3.7* It's kind of hard for me to actually "enjoy" Losey's films, although I have seen many and regard them (and him) highly. His lead characters are often unlikable, and the mood generally cold and distant. But I wouldn't want him to have been anything other than true to his own vision. And filmgoers are probably better served by him having left Hollywood just as he was reaching his prime.
Mr. Klein takes advantage on the back of the desperate. Everything is business; he doesn't care about moral, is thoughtless & enjoys good life. But, caught in a case of mistaken identity, suddenly, he finds himself as a victim. Very good story. Excellent Delon. The movie is intellectually involving, but strangely not at all emotionally. At the end, does Klein pay deliberately for his unethics or is it fatalism? 3,5.
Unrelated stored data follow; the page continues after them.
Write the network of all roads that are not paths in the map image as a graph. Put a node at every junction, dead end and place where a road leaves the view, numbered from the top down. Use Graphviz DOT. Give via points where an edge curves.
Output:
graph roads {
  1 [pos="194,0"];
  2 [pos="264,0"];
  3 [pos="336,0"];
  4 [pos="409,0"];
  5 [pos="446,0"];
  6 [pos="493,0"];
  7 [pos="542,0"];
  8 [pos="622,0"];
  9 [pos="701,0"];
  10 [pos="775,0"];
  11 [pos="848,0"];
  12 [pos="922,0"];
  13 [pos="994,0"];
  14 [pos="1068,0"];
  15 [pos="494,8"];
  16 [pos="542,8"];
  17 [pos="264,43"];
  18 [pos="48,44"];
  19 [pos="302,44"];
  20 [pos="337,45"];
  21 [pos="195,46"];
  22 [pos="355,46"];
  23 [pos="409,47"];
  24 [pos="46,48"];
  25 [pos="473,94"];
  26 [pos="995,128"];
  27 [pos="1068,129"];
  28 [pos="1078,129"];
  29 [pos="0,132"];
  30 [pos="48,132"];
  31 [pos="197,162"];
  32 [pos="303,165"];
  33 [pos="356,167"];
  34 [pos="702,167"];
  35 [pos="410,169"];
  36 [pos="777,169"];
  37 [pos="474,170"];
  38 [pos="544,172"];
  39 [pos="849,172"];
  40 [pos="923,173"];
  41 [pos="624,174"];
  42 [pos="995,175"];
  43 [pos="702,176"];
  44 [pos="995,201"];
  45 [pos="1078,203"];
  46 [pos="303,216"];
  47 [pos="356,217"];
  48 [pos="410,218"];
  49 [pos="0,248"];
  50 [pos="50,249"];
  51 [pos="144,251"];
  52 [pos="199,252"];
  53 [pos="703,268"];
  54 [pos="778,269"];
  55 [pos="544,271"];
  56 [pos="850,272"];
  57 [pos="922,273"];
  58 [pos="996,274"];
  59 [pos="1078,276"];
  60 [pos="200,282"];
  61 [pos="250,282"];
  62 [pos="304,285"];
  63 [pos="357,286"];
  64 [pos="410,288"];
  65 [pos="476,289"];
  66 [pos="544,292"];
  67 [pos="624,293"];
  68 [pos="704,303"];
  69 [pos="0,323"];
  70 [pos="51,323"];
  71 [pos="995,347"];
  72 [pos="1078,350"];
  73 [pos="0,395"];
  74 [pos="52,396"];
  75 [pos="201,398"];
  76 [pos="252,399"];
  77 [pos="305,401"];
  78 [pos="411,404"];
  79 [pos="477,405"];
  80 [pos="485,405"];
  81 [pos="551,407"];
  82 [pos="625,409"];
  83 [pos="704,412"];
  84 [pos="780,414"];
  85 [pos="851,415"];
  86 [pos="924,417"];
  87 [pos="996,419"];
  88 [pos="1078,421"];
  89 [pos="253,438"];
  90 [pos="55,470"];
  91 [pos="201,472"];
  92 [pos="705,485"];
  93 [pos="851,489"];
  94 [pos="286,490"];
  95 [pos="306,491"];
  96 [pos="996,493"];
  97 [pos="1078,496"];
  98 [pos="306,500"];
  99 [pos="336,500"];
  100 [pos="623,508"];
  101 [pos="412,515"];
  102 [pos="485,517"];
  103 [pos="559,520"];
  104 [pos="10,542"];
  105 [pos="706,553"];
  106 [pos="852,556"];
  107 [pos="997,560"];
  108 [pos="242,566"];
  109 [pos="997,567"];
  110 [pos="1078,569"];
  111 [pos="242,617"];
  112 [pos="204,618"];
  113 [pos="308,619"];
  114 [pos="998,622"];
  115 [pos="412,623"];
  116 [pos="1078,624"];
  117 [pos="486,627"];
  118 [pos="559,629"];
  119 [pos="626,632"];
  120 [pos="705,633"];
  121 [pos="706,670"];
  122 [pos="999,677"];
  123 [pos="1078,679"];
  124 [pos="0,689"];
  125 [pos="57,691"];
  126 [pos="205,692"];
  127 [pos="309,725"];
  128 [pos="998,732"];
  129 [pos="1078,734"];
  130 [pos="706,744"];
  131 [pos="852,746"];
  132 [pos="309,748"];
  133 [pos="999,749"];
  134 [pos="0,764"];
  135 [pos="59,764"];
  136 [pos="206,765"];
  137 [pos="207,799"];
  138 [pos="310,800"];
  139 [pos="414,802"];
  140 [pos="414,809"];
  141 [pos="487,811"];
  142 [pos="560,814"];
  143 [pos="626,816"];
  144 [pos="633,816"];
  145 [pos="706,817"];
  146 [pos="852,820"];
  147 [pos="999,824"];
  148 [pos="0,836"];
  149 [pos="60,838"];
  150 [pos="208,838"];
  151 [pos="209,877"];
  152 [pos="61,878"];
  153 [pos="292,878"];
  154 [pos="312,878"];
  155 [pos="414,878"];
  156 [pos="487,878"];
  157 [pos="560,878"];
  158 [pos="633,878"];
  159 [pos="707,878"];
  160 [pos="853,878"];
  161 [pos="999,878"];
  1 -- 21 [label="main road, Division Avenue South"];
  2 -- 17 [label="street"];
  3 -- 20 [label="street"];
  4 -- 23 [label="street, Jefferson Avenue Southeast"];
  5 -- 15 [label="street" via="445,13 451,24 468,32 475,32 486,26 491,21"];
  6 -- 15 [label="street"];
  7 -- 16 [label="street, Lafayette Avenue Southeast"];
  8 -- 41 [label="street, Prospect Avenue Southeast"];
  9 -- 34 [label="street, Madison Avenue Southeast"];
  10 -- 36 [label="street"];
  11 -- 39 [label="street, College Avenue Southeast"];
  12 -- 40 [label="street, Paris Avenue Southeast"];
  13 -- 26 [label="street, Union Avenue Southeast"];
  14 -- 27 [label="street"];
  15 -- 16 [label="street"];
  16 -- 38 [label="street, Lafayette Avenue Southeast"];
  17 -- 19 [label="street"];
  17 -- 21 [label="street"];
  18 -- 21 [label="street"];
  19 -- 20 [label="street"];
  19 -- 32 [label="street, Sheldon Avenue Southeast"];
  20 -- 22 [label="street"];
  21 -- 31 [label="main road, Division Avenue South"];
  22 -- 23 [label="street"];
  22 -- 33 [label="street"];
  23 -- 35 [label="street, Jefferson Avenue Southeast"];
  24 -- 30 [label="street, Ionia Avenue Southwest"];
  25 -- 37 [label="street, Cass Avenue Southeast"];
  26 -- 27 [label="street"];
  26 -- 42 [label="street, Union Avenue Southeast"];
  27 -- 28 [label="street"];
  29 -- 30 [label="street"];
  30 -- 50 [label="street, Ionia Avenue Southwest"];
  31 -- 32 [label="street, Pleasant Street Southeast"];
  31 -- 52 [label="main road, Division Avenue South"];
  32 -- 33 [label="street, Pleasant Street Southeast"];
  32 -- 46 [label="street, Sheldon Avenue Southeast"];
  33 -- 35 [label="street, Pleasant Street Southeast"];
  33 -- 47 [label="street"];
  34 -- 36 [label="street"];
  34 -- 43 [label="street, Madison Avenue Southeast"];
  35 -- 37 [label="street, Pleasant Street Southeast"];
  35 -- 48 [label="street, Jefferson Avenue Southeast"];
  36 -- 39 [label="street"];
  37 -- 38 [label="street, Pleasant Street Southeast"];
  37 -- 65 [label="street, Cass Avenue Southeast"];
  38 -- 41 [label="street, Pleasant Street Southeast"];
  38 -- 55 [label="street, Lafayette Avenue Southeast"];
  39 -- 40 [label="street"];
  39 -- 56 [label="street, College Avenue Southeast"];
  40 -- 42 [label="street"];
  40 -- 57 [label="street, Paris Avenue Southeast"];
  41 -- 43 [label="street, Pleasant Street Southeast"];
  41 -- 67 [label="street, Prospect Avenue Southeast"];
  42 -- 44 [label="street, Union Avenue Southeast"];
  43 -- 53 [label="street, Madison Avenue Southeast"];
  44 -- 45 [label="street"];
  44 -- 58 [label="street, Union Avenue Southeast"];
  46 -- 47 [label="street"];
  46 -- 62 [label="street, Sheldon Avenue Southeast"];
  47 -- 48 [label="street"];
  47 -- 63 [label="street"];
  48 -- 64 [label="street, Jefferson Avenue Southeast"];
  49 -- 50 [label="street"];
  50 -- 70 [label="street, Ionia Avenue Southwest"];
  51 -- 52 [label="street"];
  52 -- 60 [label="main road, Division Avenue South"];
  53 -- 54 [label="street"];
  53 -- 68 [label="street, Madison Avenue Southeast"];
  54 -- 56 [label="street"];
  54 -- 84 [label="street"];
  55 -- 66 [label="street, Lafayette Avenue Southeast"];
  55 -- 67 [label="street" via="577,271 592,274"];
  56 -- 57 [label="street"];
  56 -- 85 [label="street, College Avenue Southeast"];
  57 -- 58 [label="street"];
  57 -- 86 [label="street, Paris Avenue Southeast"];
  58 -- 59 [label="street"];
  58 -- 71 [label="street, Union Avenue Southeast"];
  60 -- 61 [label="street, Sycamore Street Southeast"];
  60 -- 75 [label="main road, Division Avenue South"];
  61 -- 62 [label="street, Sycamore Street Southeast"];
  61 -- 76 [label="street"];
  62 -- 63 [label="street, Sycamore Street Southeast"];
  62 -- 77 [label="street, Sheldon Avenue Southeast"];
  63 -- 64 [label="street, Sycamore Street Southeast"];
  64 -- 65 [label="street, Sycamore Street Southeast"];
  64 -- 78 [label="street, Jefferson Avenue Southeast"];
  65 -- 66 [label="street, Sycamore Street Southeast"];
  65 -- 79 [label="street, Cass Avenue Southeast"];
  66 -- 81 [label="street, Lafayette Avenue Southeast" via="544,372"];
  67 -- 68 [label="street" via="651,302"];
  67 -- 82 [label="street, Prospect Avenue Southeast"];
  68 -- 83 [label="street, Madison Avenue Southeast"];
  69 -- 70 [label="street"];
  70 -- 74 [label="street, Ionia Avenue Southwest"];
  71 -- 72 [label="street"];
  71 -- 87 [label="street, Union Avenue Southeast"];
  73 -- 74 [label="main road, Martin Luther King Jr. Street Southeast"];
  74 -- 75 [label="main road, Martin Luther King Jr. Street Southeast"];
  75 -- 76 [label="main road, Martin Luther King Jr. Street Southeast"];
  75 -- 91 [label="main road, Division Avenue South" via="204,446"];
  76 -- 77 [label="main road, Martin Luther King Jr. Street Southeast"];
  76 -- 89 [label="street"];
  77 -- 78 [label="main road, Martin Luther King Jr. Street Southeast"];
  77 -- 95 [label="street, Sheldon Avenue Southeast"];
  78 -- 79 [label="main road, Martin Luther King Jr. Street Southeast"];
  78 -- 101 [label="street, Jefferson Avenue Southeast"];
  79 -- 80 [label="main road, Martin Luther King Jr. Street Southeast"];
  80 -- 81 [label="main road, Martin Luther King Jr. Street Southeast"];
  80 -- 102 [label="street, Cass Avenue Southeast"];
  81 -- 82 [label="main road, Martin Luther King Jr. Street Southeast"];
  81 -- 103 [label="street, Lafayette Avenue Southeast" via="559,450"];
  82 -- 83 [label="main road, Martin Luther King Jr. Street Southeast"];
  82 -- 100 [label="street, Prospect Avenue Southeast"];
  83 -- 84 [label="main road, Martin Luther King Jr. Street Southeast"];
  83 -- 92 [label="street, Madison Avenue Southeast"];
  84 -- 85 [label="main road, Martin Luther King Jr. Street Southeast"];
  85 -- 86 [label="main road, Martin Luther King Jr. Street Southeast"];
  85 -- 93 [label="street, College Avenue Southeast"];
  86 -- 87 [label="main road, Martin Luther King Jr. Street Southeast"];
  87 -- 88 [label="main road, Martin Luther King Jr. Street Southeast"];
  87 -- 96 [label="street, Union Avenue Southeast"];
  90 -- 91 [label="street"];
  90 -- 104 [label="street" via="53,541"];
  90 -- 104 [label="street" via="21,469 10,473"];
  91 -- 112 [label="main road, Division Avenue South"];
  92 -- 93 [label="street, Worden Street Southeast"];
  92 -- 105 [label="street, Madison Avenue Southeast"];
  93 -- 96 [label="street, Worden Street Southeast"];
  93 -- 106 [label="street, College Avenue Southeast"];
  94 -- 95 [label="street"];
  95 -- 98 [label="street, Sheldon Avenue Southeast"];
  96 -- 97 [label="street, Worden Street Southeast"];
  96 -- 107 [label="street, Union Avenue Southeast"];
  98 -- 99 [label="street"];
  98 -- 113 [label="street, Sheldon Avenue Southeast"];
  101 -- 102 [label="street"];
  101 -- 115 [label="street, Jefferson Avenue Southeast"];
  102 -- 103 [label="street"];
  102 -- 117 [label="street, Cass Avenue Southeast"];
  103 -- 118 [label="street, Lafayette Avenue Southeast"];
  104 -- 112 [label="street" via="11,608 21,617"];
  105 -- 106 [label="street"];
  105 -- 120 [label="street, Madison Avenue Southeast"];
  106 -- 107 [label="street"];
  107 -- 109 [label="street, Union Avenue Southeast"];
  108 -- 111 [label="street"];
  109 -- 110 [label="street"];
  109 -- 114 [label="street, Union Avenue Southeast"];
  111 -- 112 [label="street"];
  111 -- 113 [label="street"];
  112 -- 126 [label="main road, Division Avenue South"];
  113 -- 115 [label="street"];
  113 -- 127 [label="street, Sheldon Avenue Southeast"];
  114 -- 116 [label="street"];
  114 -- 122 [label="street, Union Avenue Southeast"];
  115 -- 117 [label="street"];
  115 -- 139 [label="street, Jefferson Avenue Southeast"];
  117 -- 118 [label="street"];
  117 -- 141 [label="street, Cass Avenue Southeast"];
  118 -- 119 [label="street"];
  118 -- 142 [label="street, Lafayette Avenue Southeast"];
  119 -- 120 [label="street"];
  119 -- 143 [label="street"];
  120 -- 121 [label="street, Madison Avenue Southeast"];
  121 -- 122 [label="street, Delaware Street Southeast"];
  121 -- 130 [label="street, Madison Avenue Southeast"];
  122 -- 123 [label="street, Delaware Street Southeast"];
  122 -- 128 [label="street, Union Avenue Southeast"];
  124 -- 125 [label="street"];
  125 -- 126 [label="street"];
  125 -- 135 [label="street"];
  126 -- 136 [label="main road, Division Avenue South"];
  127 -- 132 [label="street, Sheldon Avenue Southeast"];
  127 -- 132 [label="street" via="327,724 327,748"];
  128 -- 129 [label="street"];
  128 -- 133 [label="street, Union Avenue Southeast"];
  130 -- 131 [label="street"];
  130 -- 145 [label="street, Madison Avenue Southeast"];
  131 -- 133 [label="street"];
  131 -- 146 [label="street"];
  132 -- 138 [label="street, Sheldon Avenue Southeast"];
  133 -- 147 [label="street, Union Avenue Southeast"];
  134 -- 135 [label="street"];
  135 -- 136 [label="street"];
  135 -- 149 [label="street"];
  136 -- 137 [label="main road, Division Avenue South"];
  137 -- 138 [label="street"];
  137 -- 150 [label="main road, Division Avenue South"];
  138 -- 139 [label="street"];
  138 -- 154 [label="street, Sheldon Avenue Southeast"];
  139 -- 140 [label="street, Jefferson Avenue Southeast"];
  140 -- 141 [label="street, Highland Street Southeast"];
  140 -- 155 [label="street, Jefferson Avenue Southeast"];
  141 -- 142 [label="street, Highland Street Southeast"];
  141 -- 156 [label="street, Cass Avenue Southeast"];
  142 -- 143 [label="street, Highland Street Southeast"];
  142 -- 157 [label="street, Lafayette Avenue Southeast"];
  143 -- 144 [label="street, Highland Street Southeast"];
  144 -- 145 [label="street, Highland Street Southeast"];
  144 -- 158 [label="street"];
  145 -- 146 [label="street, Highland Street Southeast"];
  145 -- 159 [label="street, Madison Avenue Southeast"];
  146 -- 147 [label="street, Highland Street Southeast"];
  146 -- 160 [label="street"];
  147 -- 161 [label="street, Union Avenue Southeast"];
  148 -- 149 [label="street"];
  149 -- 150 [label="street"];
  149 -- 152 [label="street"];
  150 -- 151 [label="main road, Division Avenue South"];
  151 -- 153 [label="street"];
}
Cinematography by Gerry Fisher. "Desire" list. One of the peaks of Losey, who catches remarkably well Delon in his middle age. By this time it was known that, like Newman, Delon was not only the animal more beautifully captured by greedy lenses as well a master player, ie, "race" and style, which is not exactly usual.
An altogether distinct view on the Vichy Regime as seen through the lens of one man trying to prove his identity. The combination of impending doom, mistery, the absurd, over-complicated bureaucracy provides this film with a certain, almost kafkaesque, quality. Alain Delon, proving once again his grand talent, gives life to a remarkable character, thus making this underrated gem all the more important.